Scientific classification
- Kingdom: Animalia
- Phylum: Platyhelminthes
- Order: Polycladida
- Suborder: Acotylea
- Family: Faubelidae
- Genus: Amyris
- Species: A. bulbosa
- Binomial name: Amyris bulbosa Beveridge, 2018

= Amyris bulbosa =

- Genus: Amyris (flatworm)
- Species: bulbosa
- Authority: Beveridge, 2018

Species of flatworm

Amyris bulbosa is a species of flatworm belonging to the family Faubelidae. It is found within Queensland.

==Description==
Amyris bulbosa ranges from 11 to 19 mm in length and 3 to 7 mm in width. The backside of A. bulbosa is described as being a light fawn, speckled with darker brown; these speckles concentrate on each side of the body's midline and do not extend to the body's margin. Cerebral eyes number around 60, arranged in two groups. Some members of the species have larger tentacular eyes. The brain is bilobed; the pharynx is situated immediately posterior, and is plicate with around 12 ruffles on each side. The mouth is in the middle of the pharynx. The intestinal branches widely diverge.
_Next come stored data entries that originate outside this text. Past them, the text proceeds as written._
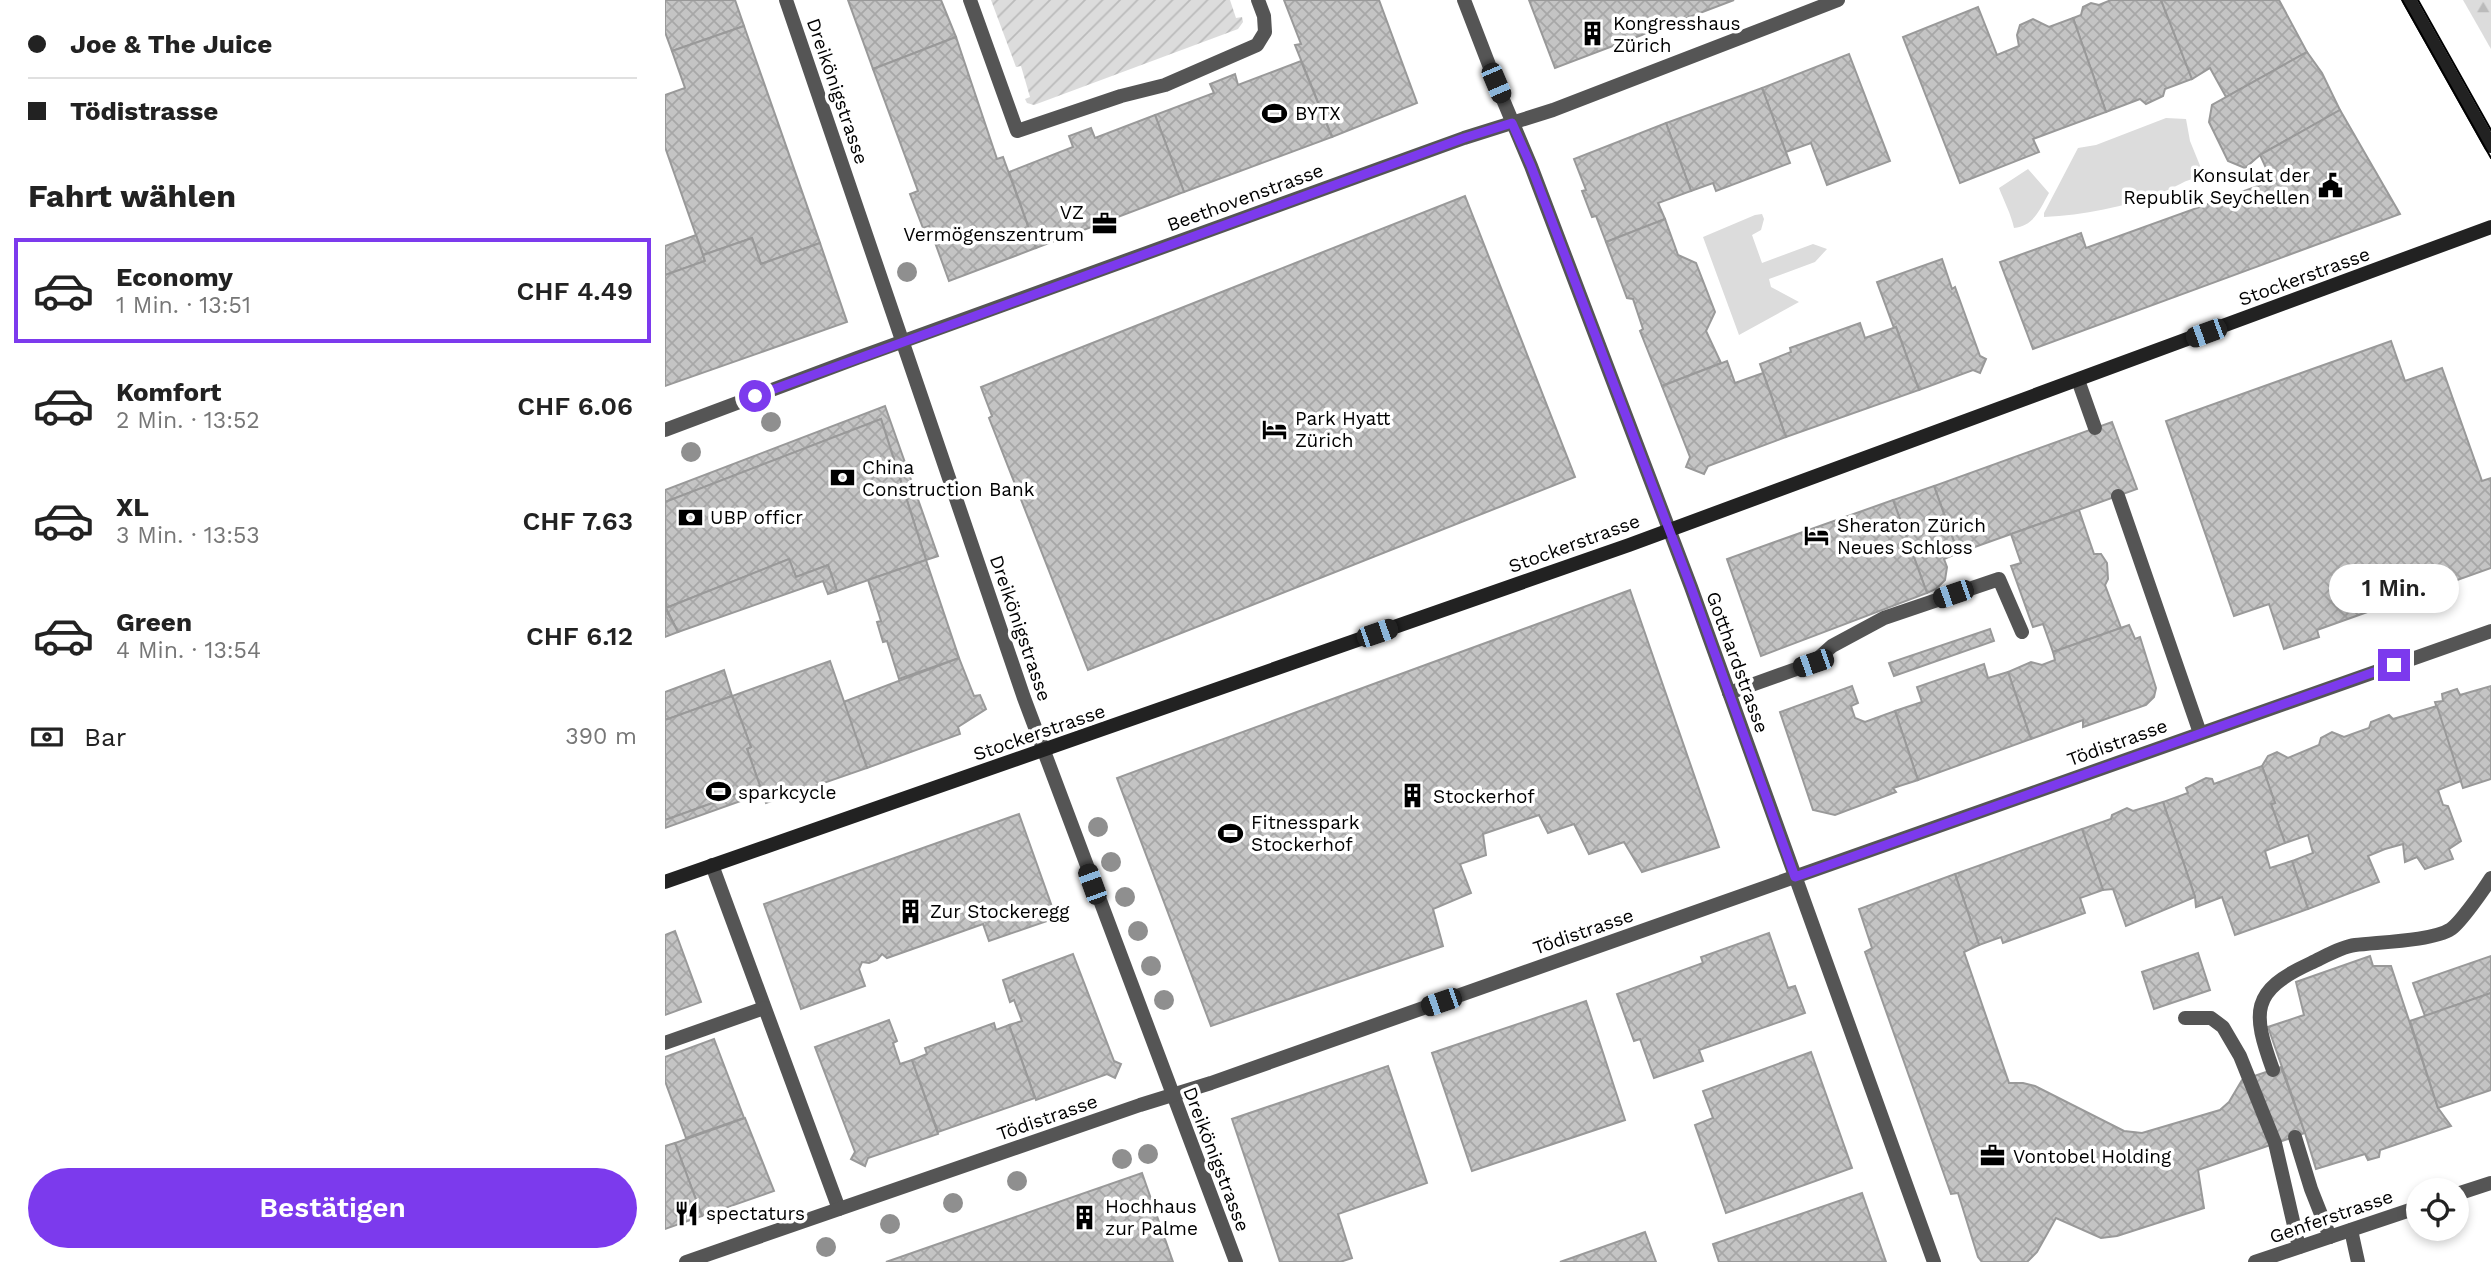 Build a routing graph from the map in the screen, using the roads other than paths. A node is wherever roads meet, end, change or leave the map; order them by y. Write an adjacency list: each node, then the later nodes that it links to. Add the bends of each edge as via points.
1 (786, 0): 10 (street, Dreikönigstrasse)
2 (970, 0): 3 (street, via 1017,131 1165,85 1257,45 1265,32)
3 (1258, 0)
4 (1464, 0): 7 (street, Gotthardstrasse)
5 (1838, 0): 7 (street, Beethovenstrasse)
6 (2409, 0): 8 (street)
7 (1512, 123): 10 (street, Beethovenstrasse); 15 (street, Gotthardstrasse)
8 (2491, 146)
9 (2491, 227): 11 (street, Stockerstrasse)
10 (903, 342): 13 (street, Beethovenstrasse); 20 (street, Dreikönigstrasse)
11 (2078, 380): 12 (street); 15 (street, Stockerstrasse)
12 (2095, 428)
13 (665, 430)
14 (2118, 496): 19 (street)
15 (1668, 530): 18 (street, Gotthardstrasse); 20 (street, Stockerstrasse)
16 (2491, 631): 19 (street, Tödistrasse)
17 (2022, 632): 18 (street, via 1999,579 1884,618 1832,646 1813,663)
18 (1729, 693): 22 (street, Gotthardstrasse)
19 (2200, 733): 22 (street, Tödistrasse)
20 (1044, 751): 21 (street, Stockerstrasse); 29 (street, Dreikönigstrasse)
21 (712, 865): 24 (street, Stockerstrasse); 25 (street)
22 (1795, 877): 29 (street, Tödistrasse); 40 (street, Gotthardstrasse)
23 (2491, 878): 28 (street, via 2451,929 2419,939 2351,946 2279,979 2259,1010 2259,1030)
24 (665, 882)
25 (765, 1008): 27 (street); 33 (street)
26 (2185, 1018): 37 (street, via 2211,1018 2223,1027 2240,1056 2275,1143)
27 (665, 1043)
28 (2273, 1070)
29 (1172, 1095): 33 (street, Tödistrasse); 39 (street, Dreikönigstrasse)
30 (2295, 1137): 36 (street)
31 (2491, 1183): 32 (street)
32 (2469, 1190)
33 (839, 1209): 38 (street, Tödistrasse)
34 (2406, 1211): 35 (street, Genferstrasse)
35 (2351, 1230): 36 (street, Genferstrasse); 42 (street)
36 (2330, 1237): 37 (street, Genferstrasse)
37 (2299, 1247): 41 (street, Genferstrasse)
38 (686, 1262)
39 (1236, 1262)
40 (1934, 1262)
41 (2255, 1262)
42 (2358, 1262)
The male gonopore is posterior to the pharynx, with a cirrus projecting through it. A sac with thin muscular walls encloses the prostatic vesicle and the cirrus' duct; muscle fibres run from the duct to the wall of the sac. The prostatic vesicle is ovoid and is projected into by the ejaculatory duct. The seminal vesicle is prominent and muscular, giving rise to the vasa deferentia. Being hermaphroditic, the female gonopore is behind the male, with the atrium giving rise to a spherical, thick-walled vagina bulbosa. The epithelium is composed of cells with basal nuclei and eosonophilic cytoplasm. The shell duct has a thick wall with cilia, and is surrounded by cement glands. The Lang's vesicle is diminutive.

==Taxonomy==
Amyris bulbosa was formally described by Ian Beveridge in 2018. Morphology was used in distinguishing A. bulbosa from the other described members of Amyris; along with a distinguishing anterior pharynx, rather than posterior, and a greater amount of ruffles, the genitals of A. bulbosa differed markedly from those of the other known species.

===Etymology===
The specific name of bulbosa presumably derives from the species' prominent vagina bulbosa; bulbosa comes from the Latin word for "bulbous".

==Distribution==
Amyris bulbosa type specimens come from Queensland, Australia; they reside in the intertidal, littoral zone, with the type specimens being found under rocks in Rowes Bay and Bowen.